Mi è parso giusto precisarlo, tanto per far comprendere che una valutazione sulla validità dello scritto la posso dare solo per Heidi. Chiaramente non sono andato a riguardarmi ogni singola puntata della serie, ma dato che l'avrò vista una decina di volte (completa), posso dire che le brevi sinossi di ogni puntata sono corrette.
Ecco, da super fan della serie creata da Isao Takahata, avrei preferito delle sinossi un po' meno striminzite. Un'altra questione riguarda gli autori giapponesi delle serie analizzate, che non sono mai citati, sembra quasi che non esistano. In un caso è citato erroneamente Takeo Watanabe, l'autore delle musiche di Heidi. Erroneamente non perché non fu lui a comporle, ma perché noi non ascoltammo le sue BGM né l'opening, ma ci torno più sotto.
In un libro che si intitola "I cartoni animati degli anni 70 e 80" e che tratta otto anime, manca una parola: "giapponesi".
Questa assenza dell'animazione giapponese come genere è presente in tutti i capitoli, ogni tanto salta fuori un accenno, ma sembra quasi un caso che tutti e otto fossero produzioni nipponiche. Capisco che l'autore si sia iper concentrato solo sulle serie, estraniandosi quasi completamente (quasi) dal resto, ma non menzionare mai un Osamu Tezuka, un Isao Takahata oppure una delle case di produzioni, mi pare un po' lacunoso.
Dalla quarta di copertina (su cui torno a fine post) apprendiamo che l'autore ha scoperto queste serie in età adolescenziale, nel 2006, quindi non fa parte della generazione Goldrake, ma neppure di quella Dragon Ball (1988/89), visto che dovrebbe essere nato nei primi anni 90. Potrebbe quindi essere "etichettato" come un "post-nostalgico" (sempre in senso buono) oppure un "nostalgico di ritorno". Cioè un appassionato che vide queste serie non nella loro prima trasmissione televisiva e non da bambino.
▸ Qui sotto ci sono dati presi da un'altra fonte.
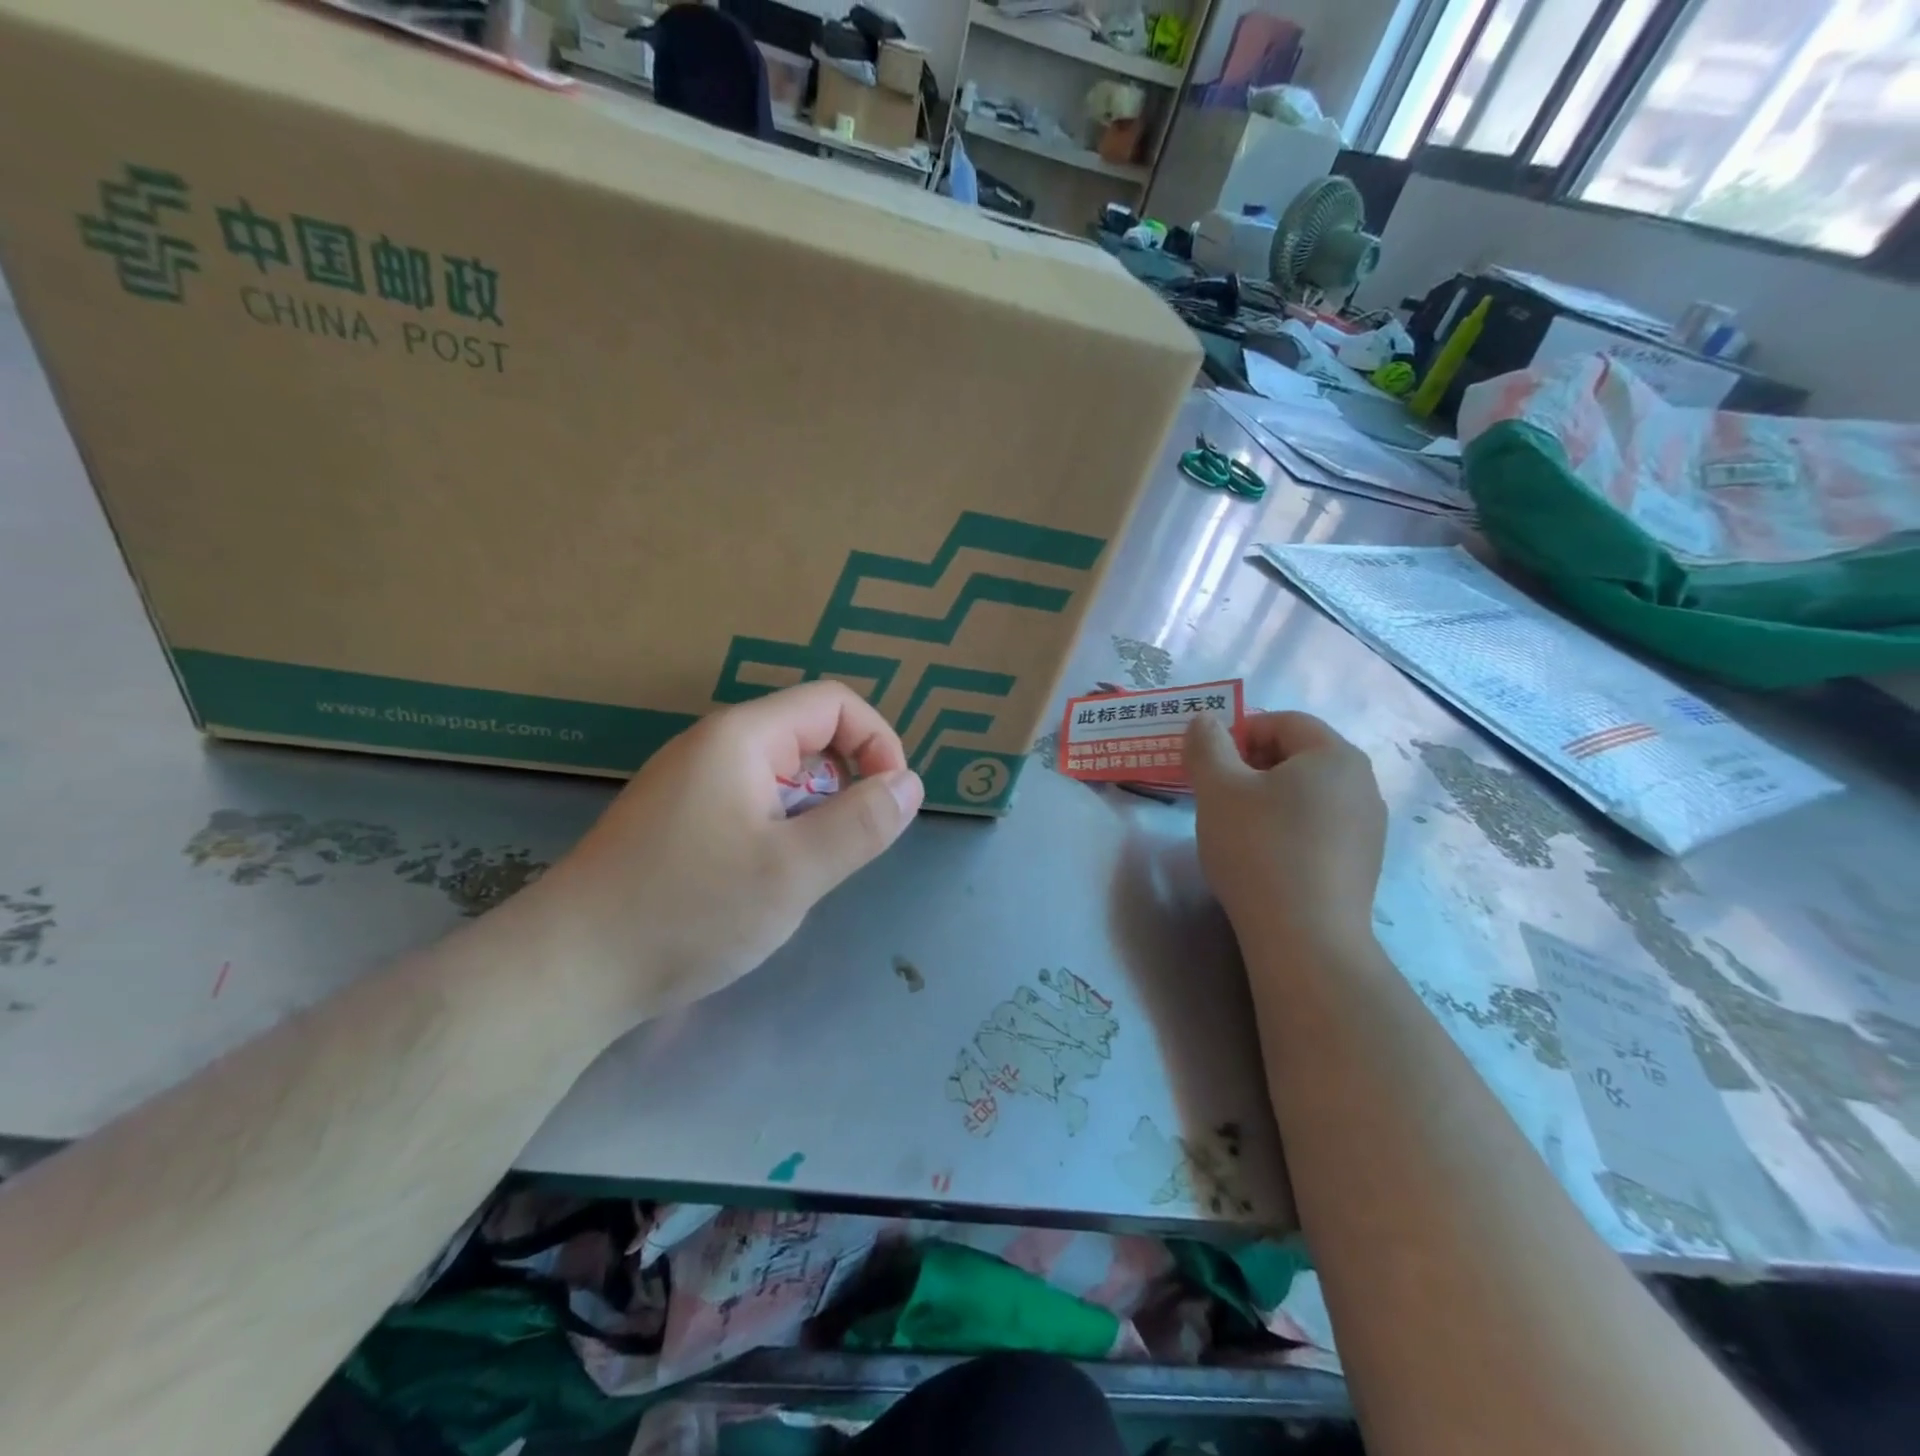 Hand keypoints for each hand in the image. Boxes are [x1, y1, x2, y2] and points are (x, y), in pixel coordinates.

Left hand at [521, 682, 923, 1028]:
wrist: (567, 970)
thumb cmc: (688, 910)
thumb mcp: (794, 871)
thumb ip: (862, 823)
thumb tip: (910, 785)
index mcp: (742, 737)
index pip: (834, 703)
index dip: (878, 742)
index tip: (891, 803)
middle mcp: (714, 746)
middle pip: (809, 738)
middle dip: (844, 788)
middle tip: (840, 854)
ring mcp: (691, 784)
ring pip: (782, 779)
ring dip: (811, 819)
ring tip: (798, 878)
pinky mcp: (677, 820)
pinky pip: (751, 807)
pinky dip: (777, 835)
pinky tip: (759, 887)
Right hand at [1185, 711, 1385, 954]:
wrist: (1305, 937)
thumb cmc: (1258, 848)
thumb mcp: (1217, 788)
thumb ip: (1207, 745)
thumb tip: (1205, 721)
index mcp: (1335, 755)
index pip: (1284, 722)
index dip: (1240, 732)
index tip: (1210, 763)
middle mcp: (1363, 784)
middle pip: (1299, 756)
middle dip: (1252, 765)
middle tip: (1218, 793)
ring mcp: (1369, 827)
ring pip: (1308, 793)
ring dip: (1269, 798)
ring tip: (1237, 827)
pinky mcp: (1363, 863)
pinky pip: (1319, 827)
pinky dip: (1289, 828)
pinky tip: (1265, 857)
Non trovo nulla di male nella giovane età dell'autore, il problema che ho incontrato nel leggere il libro è che pare che prima di questo scritto non esista nulla, altra saggistica, riviste, fandom, siti web. Niente bibliografia o sitografia.
C'è Syrius che ci riassume queste otto serie, fine.
Poi è giusto menzionare il fatto che penso che alcune di queste sia la prima volta che vengono proposte in un libro con una sinossi di ogni puntata, ma ad altre sono stati dedicati capitoli e capitoli di saggi e pure interi libri.
Talvolta (forse un po' più che talvolta) l'autore se ne esce con dei commenti che non ho ben compreso il nesso che avessero con la serie, forse erano semplici battute, ma che mi sono sembrate "off topic", più sotto inserisco un commento su Heidi.
Ogni capitolo è strutturato più o meno del medesimo modo:
introduzione generale alla serie; qualche curiosità; l'ambientazione; quando è ambientata; la trama; i personaggi; la recensione; la sinossi degli episodi; la censura che subì la serie in Italia (nulla per Heidi); un commento finale sugli errori più grossolani della serie.